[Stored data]
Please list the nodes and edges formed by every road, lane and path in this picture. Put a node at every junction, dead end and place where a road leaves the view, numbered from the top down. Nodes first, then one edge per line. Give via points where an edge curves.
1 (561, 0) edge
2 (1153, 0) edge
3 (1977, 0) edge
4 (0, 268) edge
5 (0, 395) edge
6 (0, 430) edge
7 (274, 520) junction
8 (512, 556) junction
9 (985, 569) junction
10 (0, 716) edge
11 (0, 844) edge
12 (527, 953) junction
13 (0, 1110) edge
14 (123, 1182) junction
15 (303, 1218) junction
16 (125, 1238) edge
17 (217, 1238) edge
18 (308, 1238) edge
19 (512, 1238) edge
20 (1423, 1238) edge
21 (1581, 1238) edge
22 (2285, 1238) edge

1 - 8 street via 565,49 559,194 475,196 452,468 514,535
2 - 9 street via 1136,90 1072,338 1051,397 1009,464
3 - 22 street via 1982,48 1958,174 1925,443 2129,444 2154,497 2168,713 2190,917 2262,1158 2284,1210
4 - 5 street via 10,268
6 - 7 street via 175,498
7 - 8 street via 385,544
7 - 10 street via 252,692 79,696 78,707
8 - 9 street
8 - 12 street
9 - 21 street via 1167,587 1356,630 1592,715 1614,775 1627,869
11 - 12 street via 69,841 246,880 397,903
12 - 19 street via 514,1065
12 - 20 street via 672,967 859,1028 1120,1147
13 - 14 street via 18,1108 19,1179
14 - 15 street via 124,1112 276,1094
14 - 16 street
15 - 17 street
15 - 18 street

* [EXERCISE GOAL]:
All of the entries above need to be retyped exactly.

* [TASK RESULT]:
Please list the nodes and edges formed by every road, lane and path in this picture. Put a node at every junction, dead end and place where a road leaves the view, numbered from the top down. Nodes first, then one edge per line. Give via points where an edge curves.
1 (561, 0) edge
2 (1153, 0) edge
3 (1977, 0) edge
4 (0, 268) edge
5 (0, 395) edge
6 (0, 430) edge
7 (274, 520) junction
8 (512, 556) junction
9 (985, 569) junction
10 (0, 716) edge
11 (0, 844) edge
12 (527, 953) junction
13 (0, 1110) edge
14 (123, 1182) junction
15 (303, 1218) junction
16 (125, 1238) edge
17 (217, 1238) edge
18 (308, 1238) edge
19 (512, 1238) edge
20 (1423, 1238) edge
21 (1581, 1238) edge
22 (2285, 1238) edge

1 - 8 street via 565,49 559,194 475,196 452,468 514,535
2 - 9 street via 1136,90 1072,338 1051,397 1009,464
3 - 22 street via 1982,48 1958,174 1925,443 2129,444 2154,497 2168,713 2190,917 2262,1158 2284,1210
4 - 5 street via 10,268
6 - 7 street via 175,498
7 - 8 street via 385,544
7 - 10 street via 252,692 79,696 78,707
8 - 9 street
8 - 12 street
9 - 21 street via 1167,587 1356,630 1592,715 1614,775 1627,869
11 - 12 street via 69,841 246,880 397,903
12 - 19 street via 514,1065
12 - 20 street via 672,967 859,1028 1120,1147
13 - 14 street via 18,1108 19,1179
14 - 15 street via 124,1112 276,1094
14 - 16 street
15 - 17 street
15 - 18 street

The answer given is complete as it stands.